--- Problem to solve ---
Send back the data below exactly. Drop every picture.

[Start of Attachment]

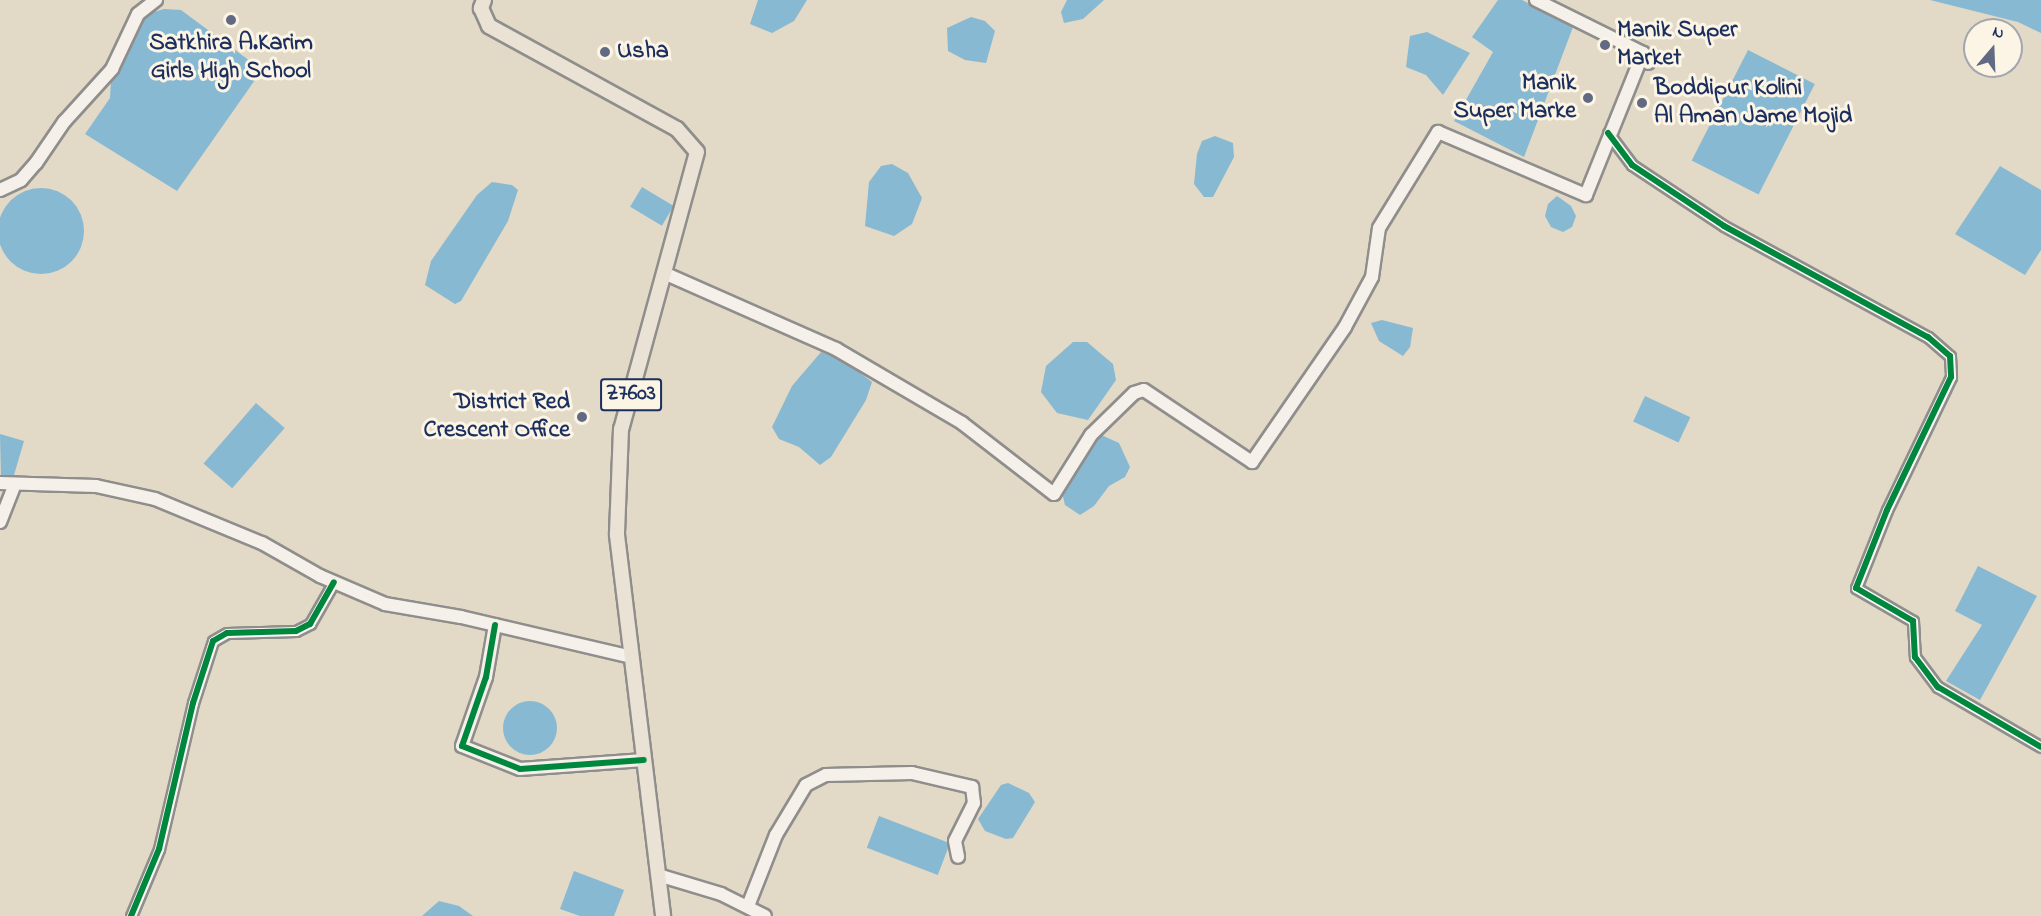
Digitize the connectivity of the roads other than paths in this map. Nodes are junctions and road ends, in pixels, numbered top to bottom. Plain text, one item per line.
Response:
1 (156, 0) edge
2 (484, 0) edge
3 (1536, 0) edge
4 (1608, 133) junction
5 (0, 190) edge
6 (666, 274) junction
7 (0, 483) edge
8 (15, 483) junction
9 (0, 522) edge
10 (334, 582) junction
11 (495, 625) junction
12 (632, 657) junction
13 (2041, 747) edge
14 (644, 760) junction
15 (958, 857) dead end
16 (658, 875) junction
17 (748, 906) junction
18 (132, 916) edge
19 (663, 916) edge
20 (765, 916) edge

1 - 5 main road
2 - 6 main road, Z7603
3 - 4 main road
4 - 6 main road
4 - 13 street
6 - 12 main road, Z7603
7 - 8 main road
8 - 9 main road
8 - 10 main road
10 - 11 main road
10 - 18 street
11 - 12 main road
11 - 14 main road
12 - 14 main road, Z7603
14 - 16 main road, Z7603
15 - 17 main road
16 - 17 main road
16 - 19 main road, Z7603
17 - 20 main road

[End of Attachment]

--- Answer box ---
Digitize the connectivity of the roads other than paths in this map. Nodes are junctions and road ends, in pixels, numbered top to bottom. Plain text, one item per line.
Response:
1 (156, 0) edge
2 (484, 0) edge
3 (1536, 0) edge
4 (1608, 133) junction
5 (0, 190) edge
6 (666, 274) junction
7 (0, 483) edge
8 (15, 483) junction
9 (0, 522) edge
10 (334, 582) junction
11 (495, 625) junction
12 (632, 657) junction
13 (2041, 747) edge
14 (644, 760) junction
15 (958, 857) dead end
16 (658, 875) junction
17 (748, 906) junction
18 (132, 916) edge
19 (663, 916) edge
20 (765, 916) edge

1 - 5 main road
2 - 6 main road, Z7603
3 - 4 main road
4 - 6 main road
4 - 13 street
6 - 12 main road, Z7603
7 - 8 main road
8 - 9 main road
8 - 10 main road
10 - 11 main road
10 - 18 street
11 - 12 main road
11 - 14 main road
12 - 14 main road, Z7603
14 - 16 main road, Z7603
15 - 17 main road
16 - 17 main road
16 - 19 main road, Z7603
17 - 20 main road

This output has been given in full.